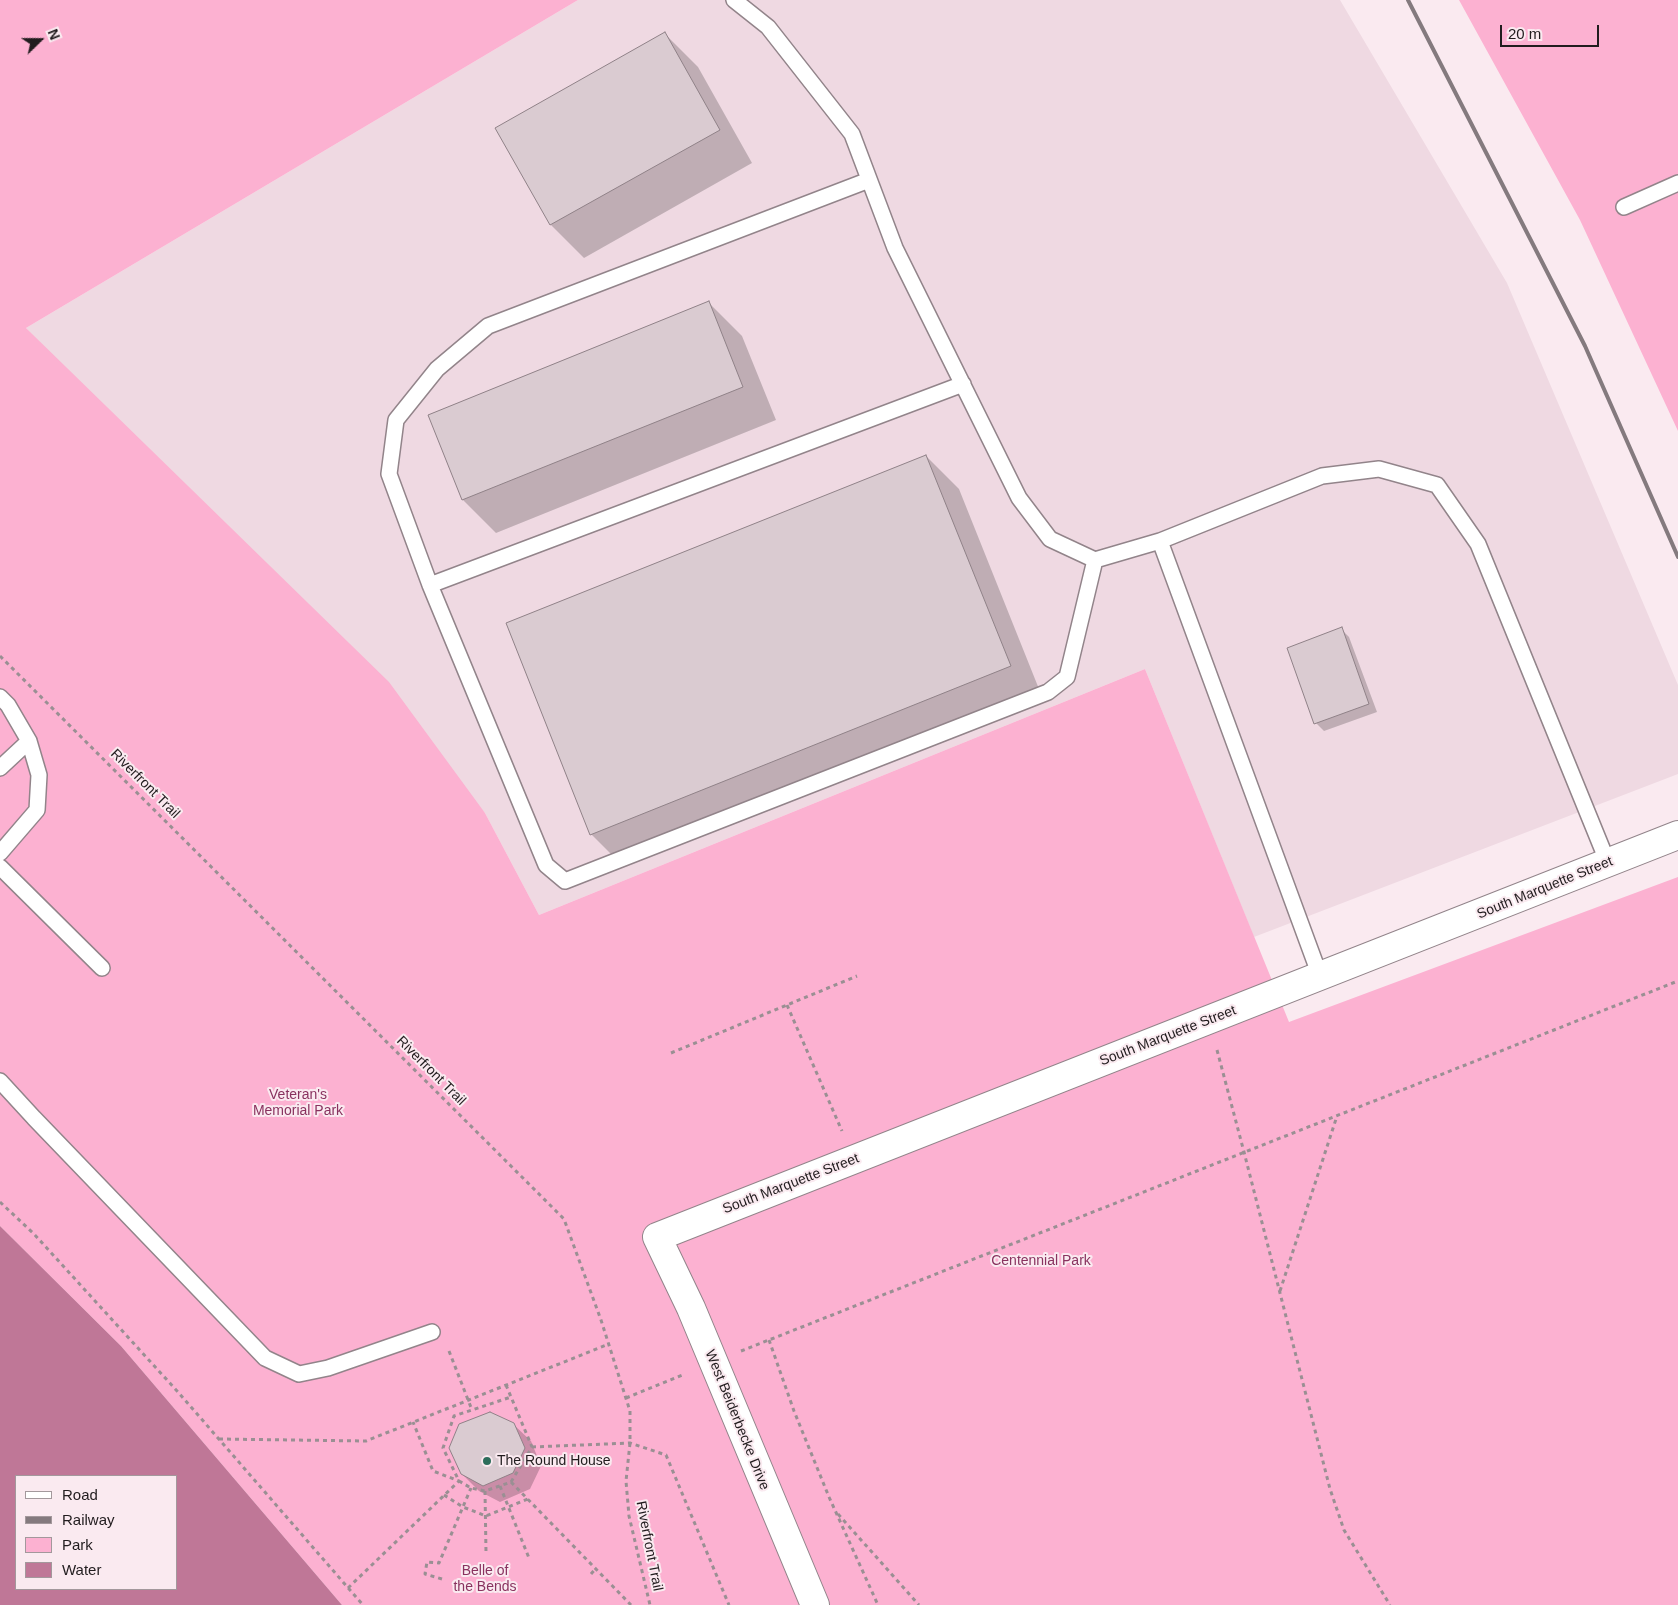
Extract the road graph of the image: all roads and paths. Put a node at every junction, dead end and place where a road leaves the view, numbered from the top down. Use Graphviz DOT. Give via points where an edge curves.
graph roads {
  1 [pos="734,0"];
  2 [pos="869,180"];
  3 [pos="1678,183"];
  4 [pos="1624,207"];
  5 [pos="963,384"];
  6 [pos="1160,541"];
  7 [pos="1095,560"];
  8 [pos="430,585"];
  9 [pos="0,656"];
  10 [pos="0,697"];
  11 [pos="29,741"];
  12 [pos="0,768"];
  13 [pos="1678,835"];
  14 [pos="0,853"];
  15 [pos="1608,862"];
  16 [pos="0,867"];
  17 [pos="102,968"];
  18 [pos="857,976"];
  19 [pos="1320,976"];
  20 [pos="1678,981"];
  21 [pos="787,1005"];
  22 [pos="1208,1020"];
  23 [pos="671,1053"];
  24 [pos="0,1081"];
  25 [pos="1338,1116"];
  26 [pos="1244,1152"];
  27 [pos="854,1159"];
  28 [pos="0,1202"];
  29 [pos="657,1237"];
  30 [pos="1280,1291"];
  31 [pos="432,1332"];
  32 [pos="769,1340"];
  33 [pos="609,1344"];
  34 [pos="447,1347"];
  35 [pos="713,1362"];
  36 [pos="506,1385"];
  37 [pos="511,1397"];
  38 [pos="626,1398"];
  39 [pos="468,1400"];
  40 [pos="472,1410"];
  41 [pos="413,1422"];
  42 [pos="219,1439"];
  43 [pos="630,1443"];
  44 [pos="532,1447"];
  45 [pos="459,1481"];
  46 [pos="511,1482"];
  47 [pos="500,1486"];
  48 [pos="471,1488"];
  49 [pos="485,1491"];
  50 [pos="444,1496"];
  51 [pos="528,1499"];
  52 [pos="463,1507"];
  53 [pos="508,1507"];
  54 [pos="836,1512"];
  55 [pos="486,1516"];
  56 [pos="486,1553"];
  57 [pos="529,1558"];
  58 [pos="596,1568"];
  59 [pos="591,1574"];
  60 [pos="442,1579"];
  61 [pos="348,1588"];
  62 [pos="363,1605"];
  63 [pos="631,1605"];
  64 [pos="650,1605"];
  65 [pos="729,1605"];
  66 [pos="815,1605"];
  67 [pos="878,1605"];
  68 [pos="919,1605"];
  69 [pos="1390,1605"];
  1 -- 2 [label="lane" via="768,28 852,134"];
  2 -- 5 [label="lane" via="895,248"];
  2 -- 8 [label="lane" via="488,326 437,369 396,420 389,474"];
  3 -- 4 [label="lane"];
  5 -- 7 [label="lane" via="1019,498 1050,539"];
  5 -- 8 [label="lane"];
  6 -- 7 [label="lane"];
  6 -- 15 [label="lane" via="1322,476 1379,469 1437,485 1478,544"];
  6 -- 19 [label="lane"];
  7 -- 8 [label="lane" via="1067,678 1048,692 565,881 546,864"];
  9 -- 33 [label="path, Riverfront Trail" via="564,1219"];
  10 -- 11 [label="lane"];
  11 -- 12 [label="lane"];
  11 -- 14 [label="lane" via="40,775 37,810"];
  13 -- 15 [label="street, South Marquette Street"];
  15 -- 19 [label="street, South Marquette Street"];
  16 -- 17 [label="lane"];
  18 -- 21 [label="path"];
  19 -- 22 [label="street, South Marquette Street"];
  20 -- 25 [label="path"];
  21 -- 23 [label="path"];
  21 -- 27 [label="path"];
  22 -- 26 [label="path"];
  22 -- 27 [label="street, South Marquette Street"];
  24 -- 31 [label="lane" via="265,1358 299,1374 328,1368"];
  25 -- 26 [label="path"];
  25 -- 30 [label="path"];
  26 -- 30 [label="path"];
  26 -- 32 [label="path"];
  27 -- 29 [label="street, South Marquette Street"];
  28 -- 42 [label="path" via="41,1242"];
  29 -- 35 [label="street, West Beiderbecke Drive"];
  30 -- 69 [label="path" via="1330,1489 1344,1530"];
  32 -- 35 [label="path"];
  32 -- 54 [label="path"];
  33 -- 36 [label="path"];
  33 -- 38 [label="path, Riverfront Trail"];
  34 -- 39 [label="path"];
  35 -- 38 [label="path"];
  35 -- 66 [label="street, West Beiderbecke Drive"];
  36 -- 37 [label="path"];
  36 -- 39 [label="path"];
  37 -- 40 [label="path"];
  37 -- 44 [label="path"];
  38 -- 43 [label="path, Riverfront Trail" via="630,1411"];
  39 -- 40 [label="path"];
  39 -- 41 [label="path"];
  40 -- 45 [label="path" via="454,1416 443,1448"];
  41 -- 42 [label="path" via="366,1441"];
  41 -- 45 [label="path" via="433,1471"];
  42 -- 61 [label="path"];
  43 -- 44 [label="path"];
  43 -- 64 [label="path, Riverfront Trail" via="626,1481 629,1516"];
  43 -- 65 [label="path" via="666,1455"];
  44 -- 46 [label="path"];
  45 -- 48 [label="path"];
  45 -- 50 [label="path"];
  46 -- 47 [label="path"];
  46 -- 51 [label="path"];
  47 -- 49 [label="path"];
  47 -- 53 [label="path"];
  48 -- 49 [label="path"];
  48 -- 52 [label="path"];
  49 -- 55 [label="path"];
  50 -- 52 [label="path"];
  50 -- 61 [label="path"];
  51 -- 53 [label="path"];
  51 -- 58 [label="path"];
  52 -- 55 [label="path"];
  52 -- 60 [label="path" via="439,1563 427,1562 425,1574"];
  53 -- 55 [label="path"];
  53 -- 57 [label="path"];
  54 -- 67 [label="path"];
  54 -- 68 [label="path"];
  55 -- 56 [label="path"];
  58 -- 59 [label="path"];
  58 -- 63 [label="path"];
  61 -- 62 [label="path"];
}
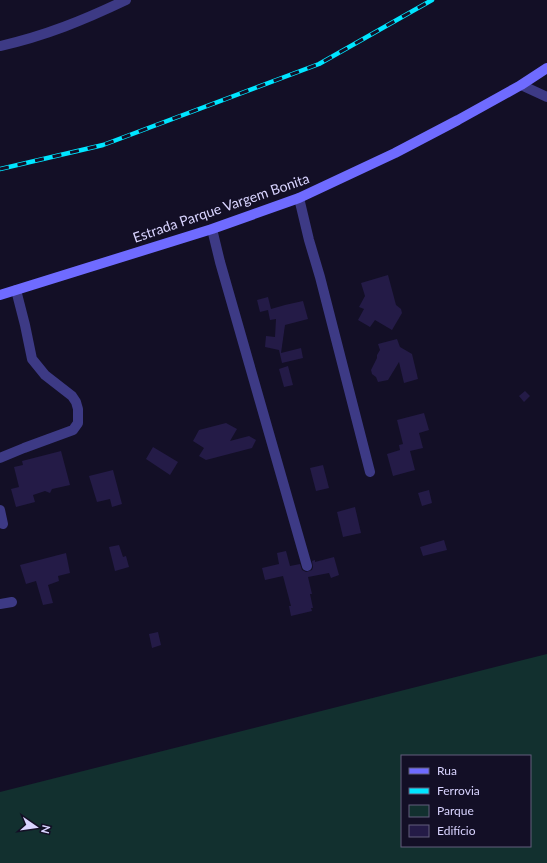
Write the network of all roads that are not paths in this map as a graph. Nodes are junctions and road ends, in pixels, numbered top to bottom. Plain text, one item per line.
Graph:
1 (126, 0) edge
2 (0, 46) edge
3 (547, 68) edge
4 (521, 85) junction
5 (547, 97) edge
6 (299, 198) junction
7 (212, 229) junction
8 (16, 290) junction
9 (0, 294) edge
10 (0, 458) edge
11 (370, 472) dead end
12 (0, 510) edge
13 (3, 524) dead end
14 (307, 566) dead end
15 (12, 602) dead end
16 (0, 604) edge

1 - 2 street
3 - 4 main road, Estrada Parque Vargem Bonita
4 - 5 street
4 - 6 main road, Estrada Parque Vargem Bonita
6 - 7 main road, Estrada Parque Vargem Bonita
6 - 11 street
7 - 8 main road, Estrada Parque Vargem Bonita
7 - 14 street
8 - 9 main road, Estrada Parque Vargem Bonita
8 - 10 street
12 - 13 street
15 - 16 street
== == ==
> _What the task requires_
Reproduce the data above word for word, but leave the images out.

> _Exercise response_
Extract the road graph of the image: all roads and paths. Put a node at every junction, dead end and place where a road leaves the view, numbered from the top down. Use Graphviz DOT. Give via points where an edge curves.
graph roads {
  1 [pos="734,0"];
  2 [pos="869,180"];
  3 [pos="1678,183"];
  4 [pos="1624,207"];
  5 [pos="963,384"];
  6 [pos="1160,541"];
  7 [pos="1095,560"];
  8 [pos="430,585"];
  9 [pos="0,656"];
  10 [pos="0,697"];
  11 [pos="29,741"];
  12 [pos="0,768"];
  13 [pos="1678,835"];
  14 [pos="0,853"];
  15 [pos="1608,862"];
  16 [pos="0,867"];
  17 [pos="102,968"];
  18 [pos="857,976"];
  19 [pos="1320,976"];
  20 [pos="1678,981"];
  21 [pos="787,1005"];
  22 [pos="1208,1020"];
  23 [pos="671,1053"];
  24 [pos="0,1081"];
  25 [pos="1338,1116"];
  26 [pos="1244,1152"];
  27 [pos="854,1159"];
  28 [pos="0,1202"];
  29 [pos="657,1237"];
  30 [pos="1280,1291"];
  31 [pos="432,1332"];
  32 [pos="769,1340"];
  33 [pos="609,1344"];
  34 [pos="447,1347"];
  35 [pos="713,1362"];
  36 [pos="506,1385"];
  37 [pos="511,1397"];
  38 [pos="626,1398"];
  39 [pos="468,1400"];
  40 [pos="472,1410"];
  41 [pos="413,1422"];
  42 [pos="219,1439"];
  43 [pos="630,1443"];
  44 [pos="532,1447"];
  45 [pos="459,1481"];
  46 [pos="511,1482"];
  47 [pos="500,1486"];
  48 [pos="471,1488"];
  49 [pos="485,1491"];
  50 [pos="444,1496"];
  51 [pos="528,1499"];
  52 [pos="463,1507"];
  53 [pos="508,1507"];
  54 [pos="836,1512"];
  55 [pos="486,1516"];
  56 [pos="486,1553"];
  57 [pos="529,1558"];
  58 [pos="596,1568"];
  59 [pos="591,1574"];
  60 [pos="442,1579"];
  61 [pos="348,1588"];
  62 [pos="363,1605"];
  63 [pos="631,1605"];
  64 [pos="650,1605"];
  65 [pos="729,1605"];
  66 [pos="815,1605"];
  67 [pos="878,1605"];
  68 [pos="919,1605"];
  69 [pos="1390,1605"];
  1 -- 2 [label="lane" via="768,28 852,134"];
  2 -- 5 [label="lane" via="895,248"];
  2 -- 8 [label="lane" via="488,326 437,369 396,420 389,474"];
  3 -- 4 [label="lane"];
  5 -- 7 [label="lane" via="1019,498 1050,539"];
  5 -- 8 [label="lane"];
  6 -- 7 [label="lane"];
  6 -- 15 [label="lane" via="1322,476 1379,469 1437,485 1478,544"];
  6 -- 19 [label="lane"];
  7 -- 8 [label="lane" via="1067,678 1048,692 565,881 546,864"];
  9 -- 33 [label="path, Riverfront Trail" via="564,1219"];
  10 -- 11 [label="lane"];
  11 -- 12 [label="lane"];
  11 -- 14 [label="lane" via="40,775 37,810"];
  13 -- 15 [label="street, South Marquette Street"];
  15 -- 19 [label="street, South Marquette Street"];
  16 -- 17 [label="lane"];
  18 -- 21 [label="path"];
  19 -- 22 [label="street, South Marquette Street"];
  20 -- 25 [label="path"];
  21 -- 23 [label="path"];
  21 -- 27 [label="path"];
  22 -- 26 [label="path"];
  22 -- 27 [label="street, South Marquette Street"];
  24 -- 31 [label="lane" via="265,1358 299,1374 328,1368"];
  25 -- 26 [label="path"];
  25 -- 30 [label="path"];
  26 -- 30 [label="path"];
  26 -- 32 [label="path"];
  27 -- 29 [label="street, South Marquette Street"];
  28 -- 42 [label="path" via="41,1242"];
  29 -- 35 [label="street, West Beiderbecke Drive"];
  30 -- 69 [label="path" via="1330,1489 1344,1530"];
  32 -- 35 [label="path"];
  32 -- 54 [label="path"];
  33 -- 36 [label="path"];
  33 -- 38 [label="path, Riverfront Trail"];
  34 -- 39 [label="path"];
  35 -- 38 [label="path"];
  35 -- 66 [label="street, West Beiderbecke Drive"];
  36 -- 37 [label="path"];
  36 -- 39 [label="path"];
  37 -- 40 [label="path"];
  37 -- 44 [label="path"];
  38 -- 43 [label="path, Riverfront Trail" via="630,1411"];
  39 -- 40 [label="path"];
  39 -- 41 [label="path"];
  40 -- 45 [label="path" via="454,1416 443,1448"];
  41 -- 42 [label="path" via="366,1441"];
  41 -- 45 [label="path" via="433,1471"];
  42 -- 61 [label="path"];
  43 -- 44 [label="path"];
  43 -- 64 [label="path, Riverfront Trail" via="626,1481 629,1516"];
  43 -- 65 [label="path" via="666,1455"];
  44 -- 46 [label="path"];
  45 -- 48 [label="path"];
  45 -- 50 [label="path"];
  46 -- 47 [label="path"];
  46 -- 51 [label="path"];
  47 -- 49 [label="path"];
  47 -- 53 [label="path"];
  48 -- 49 [label="path"];
  48 -- 52 [label="path"];
  49 -- 55 [label="path"];
  50 -- 52 [label="path"];
  50 -- 61 [label="path"];
  51 -- 53 [label="path"];
  51 -- 58 [label="path"];
  52 -- 55 [label="path"];
  52 -- 60 [label="path" via="439,1563 427,1562 425,1574"];
  53 -- 55 [label="path"];
  53 -- 57 [label="path"];
  54 -- 67 [label="path"];
  54 -- 68 [label="path"];
  55 -- 56 [label="path"];
  58 -- 59 [label="path"];
  58 -- 63 [label="path"];
  61 -- 62 [label="path"];
}
Write the network of all roads that are not paths in this map as a graph. Nodes are junctions and road ends, in pixels, numbered top to bottom. Plain text, one item per line.
Graph:
1 (126, 0) edge
2 (0, 46) edge
3 (547, 68) edge
4 (521, 85) junction
5 (547, 97) edge
6 (299, 198) junction
7 (212, 229) junction
8 (16, 290) junction
9 (0, 294) edge
10 (0, 458) edge
11 (370, 472) dead end
12 (0, 510) edge
13 (3, 524) dead end
14 (307, 566) dead end
15 (12, 602) dead end
16 (0, 604) edge

1 - 2 street
3 - 4 main road, Estrada Parque Vargem Bonita
4 - 5 street
4 - 6 main road, Estrada Parque Vargem Bonita
6 - 7 main road, Estrada Parque Vargem Bonita
6 - 11 street
7 - 8 main road, Estrada Parque Vargem Bonita
7 - 14 street
8 - 9 main road, Estrada Parque Vargem Bonita
8 - 10 street
12 - 13 street
15 - 16 street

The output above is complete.